What is required. The records below must be duplicated exactly, character for character.

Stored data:

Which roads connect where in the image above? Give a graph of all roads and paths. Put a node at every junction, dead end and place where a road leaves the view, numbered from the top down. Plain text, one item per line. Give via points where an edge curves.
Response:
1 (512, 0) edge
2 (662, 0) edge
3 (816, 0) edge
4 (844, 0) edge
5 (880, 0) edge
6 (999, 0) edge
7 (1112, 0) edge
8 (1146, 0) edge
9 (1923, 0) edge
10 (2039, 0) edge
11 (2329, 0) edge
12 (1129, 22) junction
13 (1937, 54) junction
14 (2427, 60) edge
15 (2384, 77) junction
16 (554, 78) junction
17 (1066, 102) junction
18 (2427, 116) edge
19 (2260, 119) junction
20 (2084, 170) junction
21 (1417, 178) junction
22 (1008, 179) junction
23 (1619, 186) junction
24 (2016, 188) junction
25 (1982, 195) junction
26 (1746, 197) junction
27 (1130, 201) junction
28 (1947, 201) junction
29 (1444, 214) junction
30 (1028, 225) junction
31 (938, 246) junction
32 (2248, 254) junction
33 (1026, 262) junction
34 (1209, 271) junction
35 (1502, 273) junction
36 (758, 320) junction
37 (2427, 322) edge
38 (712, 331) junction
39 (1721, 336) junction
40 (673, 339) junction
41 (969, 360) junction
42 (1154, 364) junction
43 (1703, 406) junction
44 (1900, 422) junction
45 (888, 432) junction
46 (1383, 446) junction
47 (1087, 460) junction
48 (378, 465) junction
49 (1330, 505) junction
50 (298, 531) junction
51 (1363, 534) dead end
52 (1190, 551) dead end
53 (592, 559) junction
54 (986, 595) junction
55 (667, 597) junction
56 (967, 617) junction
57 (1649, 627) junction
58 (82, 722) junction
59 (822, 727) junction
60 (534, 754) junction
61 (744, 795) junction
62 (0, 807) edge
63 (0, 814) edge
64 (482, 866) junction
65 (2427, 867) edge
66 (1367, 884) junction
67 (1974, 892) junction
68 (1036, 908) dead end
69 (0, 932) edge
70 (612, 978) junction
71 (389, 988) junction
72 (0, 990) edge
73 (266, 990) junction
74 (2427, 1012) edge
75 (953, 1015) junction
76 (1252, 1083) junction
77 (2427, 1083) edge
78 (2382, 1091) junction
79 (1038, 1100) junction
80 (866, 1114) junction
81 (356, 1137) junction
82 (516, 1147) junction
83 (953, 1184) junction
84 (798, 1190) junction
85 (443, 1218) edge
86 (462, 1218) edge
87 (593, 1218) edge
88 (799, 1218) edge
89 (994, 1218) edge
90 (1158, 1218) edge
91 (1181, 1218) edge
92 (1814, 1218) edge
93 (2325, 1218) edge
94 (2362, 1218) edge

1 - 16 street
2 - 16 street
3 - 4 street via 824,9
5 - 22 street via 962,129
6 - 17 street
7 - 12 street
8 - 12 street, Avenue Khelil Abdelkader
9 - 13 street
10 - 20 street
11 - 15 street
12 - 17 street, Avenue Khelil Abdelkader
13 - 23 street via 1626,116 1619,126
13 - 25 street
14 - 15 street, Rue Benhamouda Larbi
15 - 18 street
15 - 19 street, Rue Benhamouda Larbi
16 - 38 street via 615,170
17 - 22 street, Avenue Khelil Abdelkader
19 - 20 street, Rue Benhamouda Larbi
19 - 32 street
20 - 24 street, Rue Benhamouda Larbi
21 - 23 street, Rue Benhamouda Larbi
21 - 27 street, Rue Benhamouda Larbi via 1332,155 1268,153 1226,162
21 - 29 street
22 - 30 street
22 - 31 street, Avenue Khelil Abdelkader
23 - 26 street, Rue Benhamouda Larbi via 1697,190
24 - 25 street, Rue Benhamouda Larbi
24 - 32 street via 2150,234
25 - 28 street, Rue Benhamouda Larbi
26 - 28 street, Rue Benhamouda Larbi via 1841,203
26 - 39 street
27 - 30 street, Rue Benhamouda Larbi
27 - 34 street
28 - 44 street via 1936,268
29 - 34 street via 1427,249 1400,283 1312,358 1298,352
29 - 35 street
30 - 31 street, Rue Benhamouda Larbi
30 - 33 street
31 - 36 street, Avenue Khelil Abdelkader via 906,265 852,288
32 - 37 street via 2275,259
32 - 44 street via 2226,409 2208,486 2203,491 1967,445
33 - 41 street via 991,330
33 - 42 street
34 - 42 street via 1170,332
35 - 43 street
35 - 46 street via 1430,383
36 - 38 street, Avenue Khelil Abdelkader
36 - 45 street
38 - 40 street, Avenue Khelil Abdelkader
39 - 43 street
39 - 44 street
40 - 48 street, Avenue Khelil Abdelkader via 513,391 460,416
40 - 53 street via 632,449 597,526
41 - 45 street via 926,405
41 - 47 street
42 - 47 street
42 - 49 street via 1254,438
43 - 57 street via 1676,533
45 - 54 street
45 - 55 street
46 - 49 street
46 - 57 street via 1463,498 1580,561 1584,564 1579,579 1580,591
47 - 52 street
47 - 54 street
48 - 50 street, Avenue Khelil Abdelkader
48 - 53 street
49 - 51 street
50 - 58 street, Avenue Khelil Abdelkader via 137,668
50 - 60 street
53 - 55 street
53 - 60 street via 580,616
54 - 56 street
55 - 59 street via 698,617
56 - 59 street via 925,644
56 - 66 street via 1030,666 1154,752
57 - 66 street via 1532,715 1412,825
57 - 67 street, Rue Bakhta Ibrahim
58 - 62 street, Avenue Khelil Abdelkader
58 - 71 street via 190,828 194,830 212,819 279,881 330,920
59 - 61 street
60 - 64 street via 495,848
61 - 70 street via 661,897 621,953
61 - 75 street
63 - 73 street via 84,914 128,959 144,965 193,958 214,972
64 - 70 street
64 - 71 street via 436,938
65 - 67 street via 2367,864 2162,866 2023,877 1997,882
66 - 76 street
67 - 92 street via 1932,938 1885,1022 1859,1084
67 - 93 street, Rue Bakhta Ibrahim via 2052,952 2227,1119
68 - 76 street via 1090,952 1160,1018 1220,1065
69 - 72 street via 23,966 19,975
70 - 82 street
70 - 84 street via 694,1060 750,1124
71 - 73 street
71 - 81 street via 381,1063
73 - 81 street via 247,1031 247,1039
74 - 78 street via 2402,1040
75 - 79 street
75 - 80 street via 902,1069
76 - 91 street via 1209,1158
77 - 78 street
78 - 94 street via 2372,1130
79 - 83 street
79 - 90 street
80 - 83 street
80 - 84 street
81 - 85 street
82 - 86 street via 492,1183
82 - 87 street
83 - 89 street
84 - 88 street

Solution to the exercise.
Which roads connect where in the image above? Give a graph of all roads and paths. Put a node at every junction, dead end and place where a road leaves the view, numbered from the top down. Plain text, one item per line. Give via points where an edge curves.
Response:
1 (512, 0) edge
2 (662, 0) edge
3 (816, 0) edge
4 (844, 0) edge
5 (880, 0) edge
6 (999, 0) edge
7 (1112, 0) edge
8 (1146, 0) edge
9 (1923, 0) edge
10 (2039, 0) edge
11 (2329, 0) edge
12 (1129, 22) junction
13 (1937, 54) junction
14 (2427, 60) edge
15 (2384, 77) junction
16 (554, 78) junction
17 (1066, 102) junction
18 (2427, 116) edge
19 (2260, 119) junction
20 (2084, 170) junction
21 (1417, 178) junction
22 (1008, 179) junction
23 (1619, 186) junction
24 (2016, 188) junction
25 (1982, 195) junction
26 (1746, 197) junction
27 (1130, 201) junction
28 (1947, 201) junction
29 (1444, 214) junction
30 (1028, 225) junction
31 (938, 246) junction
32 (2248, 254) junction
33 (1026, 262) junction
34 (1209, 271) junction
35 (1502, 273) junction
36 (758, 320) junction
37 (2427, 322) edge
38 (712, 331) junction
39 (1721, 336) junction
40 (673, 339) junction
41 (969, 360) junction
42 (1154, 364) junction
43 (1703, 406) junction
44 (1900, 422) junction
45 (888, 432) junction
46 (1383, 446) junction
47 (1087, 460) junction
48 (378, 465) junction
49 (1330, 505) junction
50 (298, 531) junction
51 (1363, 534) dead end
52 (1190, 551) dead end
53 (592, 559) junction
54 (986, 595) junction
55 (667, 597) junction
56 (967, 617) junction
57 (1649, 627) junction
58 (82, 722) junction
59 (822, 727) junction
60 (534, 754) junction
61 (744, 795) junction
62 (0, 807) edge
63 (0, 814) edge
64 (482, 866) junction
65 (2427, 867) edge
66 (1367, 884) junction
67 (1974, 892) junction
68 (1036, 908) dead end
69 (0, 932) edge
70 (612, 978) junction
71 (389, 988) junction
72 (0, 990) edge
73 (266, 990) junction
74 (2427, 1012) edge
75 (953, 1015) junction
76 (1252, 1083) junction
77 (2427, 1083) edge
78 (2382, 1091) junction
79 (1038, 1100) junction
80 (866, 1114) junction
81 (356, 1137) junction
82 (516, 1147) junction
83 (953, 1184) junction
84 (798, 1190) junction
85 (443, 1218) edge
86 (462, 1218) edge
87 (593, 1218) edge
88 (799, 1218) edge
89 (994, 1218) edge
90 (1158, 1218) edge
91 (1181, 1218) edge
92 (1814, 1218) edge
93 (2325, 1218) edge
94 (2362, 1218) edge

1 - 16 street
2 - 16 street
3 - 4 street via 824,9
5 - 22 street via 962,129
6 - 17 street
7 - 12 street
8 - 12 street, Avenue Khelil Abdelkader
9 - 13 street
10 - 20 street
11 - 15 street
12 - 17 street, Avenue Khelil Abdelkader
13 - 23 street via 1626,116 1619,126
13 - 25 street
14 - 15 street, Rue Benhamouda Larbi
15 - 18 street
15 - 19 street, Rue Benhamouda Larbi
16 - 38 street via 615,170
17 - 22 street, Avenue Khelil Abdelkader
19 - 20 street, Rue Benhamouda Larbi
19 - 32 street
20 - 24 street, Rue Benhamouda Larbi
21 - 23 street, Rue Benhamouda Larbi
21 - 27 street, Rue Benhamouda Larbi via 1332,155 1268,153 1226,162
21 - 29 street
22 - 30 street
22 - 31 street, Avenue Khelil Abdelkader
23 - 26 street, Rue Benhamouda Larbi via 1697,190
24 - 25 street, Rue Benhamouda Larbi
24 - 32 street via 2150,234
25 - 28 street, Rue Benhamouda Larbi
26 - 28 street, Rue Benhamouda Larbi via 1841,203
26 - 39 street
27 - 30 street, Rue Benhamouda Larbi
27 - 34 street
28 - 44 street via 1936,268
29 - 34 street via 1427,249 1400,283 1312,358 1298,352
29 - 35 street
30 - 31 street, Rue Benhamouda Larbi
30 - 33 street
31 - 36 street, Avenue Khelil Abdelkader via 906,265 852,288
32 - 37 street via 2275,259
32 - 44 street via 2226,409 2208,486 2203,491 1967,445
33 - 41 street via 991,330
33 - 42 street
34 - 42 street via 1170,332
35 - 43 street
35 - 46 street via 1430,383
36 - 38 street, Avenue Khelil Abdelkader
36 - 45 street
38 - 40 street, Avenue Khelil Abdelkader
39 - 43 street
39 - 44 street
40 - 48 street, Avenue Khelil Abdelkader via 513,391 460,416
40 - 53 street via 632,449 597,526
41 - 45 street via 926,405
41 - 47 street
42 - 47 street
42 - 49 street via 1254,438
43 - 57 street via 1676,533
45 - 54 street
45 - 55 street
46 - 49 street
46 - 57 street via 1463,498 1580,561 1584,564 1579,579 1580,591
47 - 52 street
47 - 54 street
48 - 50 street, Avenue Khelil Abdelkader
48 - 53 street
49 - 51 street
50 - 58 street, Avenue Khelil Abdelkader via 137,668
50 - 60 street
53 - 55 street
53 - 60 street via 580,616
54 - 56 street
55 - 59 street via 698,617
56 - 59 street via 925,644
56 - 66 street via 1030,666 1154,752
57 - 66 street via 1532,715 1412,825
57 - 67 street, Rue Bakhta Ibrahim
58 - 62 street, Avenue Khelil Abdelkader
58 - 71 street via 190,828 194,830 212,819 279,881 330,920
59 - 61 street
60 - 64 street via 495,848
61 - 70 street via 661,897 621,953
61 - 75 street
63 - 73 street via 84,914 128,959 144,965 193,958 214,972
64 - 70 street
64 - 71 street via 436,938
65 - 67 street via 2367,864 2162,866 2023,877 1997,882
66 - 76 street
67 - 92 street via 1932,938 1885,1022 1859,1084
67 - 93 street, Rue Bakhta Ibrahim via 2052,952 2227,1119
68 - 76 street via 1090,952 1160,1018 1220,1065
69 - 72 street via 23,966 19,975
70 - 82 street
70 - 84 street via 694,1060 750,1124
71 - 73 street
71 - 81 street via 381,1063
73 - 81 street via 247,1031 247,1039
74 - 78 street via 2402,1040
75 - 79 street
75 - 80 street via 902,1069
76 - 91 street via 1209,1158
77 - 78 street
78 - 94 street via 2372,1130
79 - 83 street
79 - 90 street
80 - 83 street
80 - 84 street
81 - 85 street
82 - 86 street via 492,1183
82 - 87 street
83 - 89 street
84 - 88 street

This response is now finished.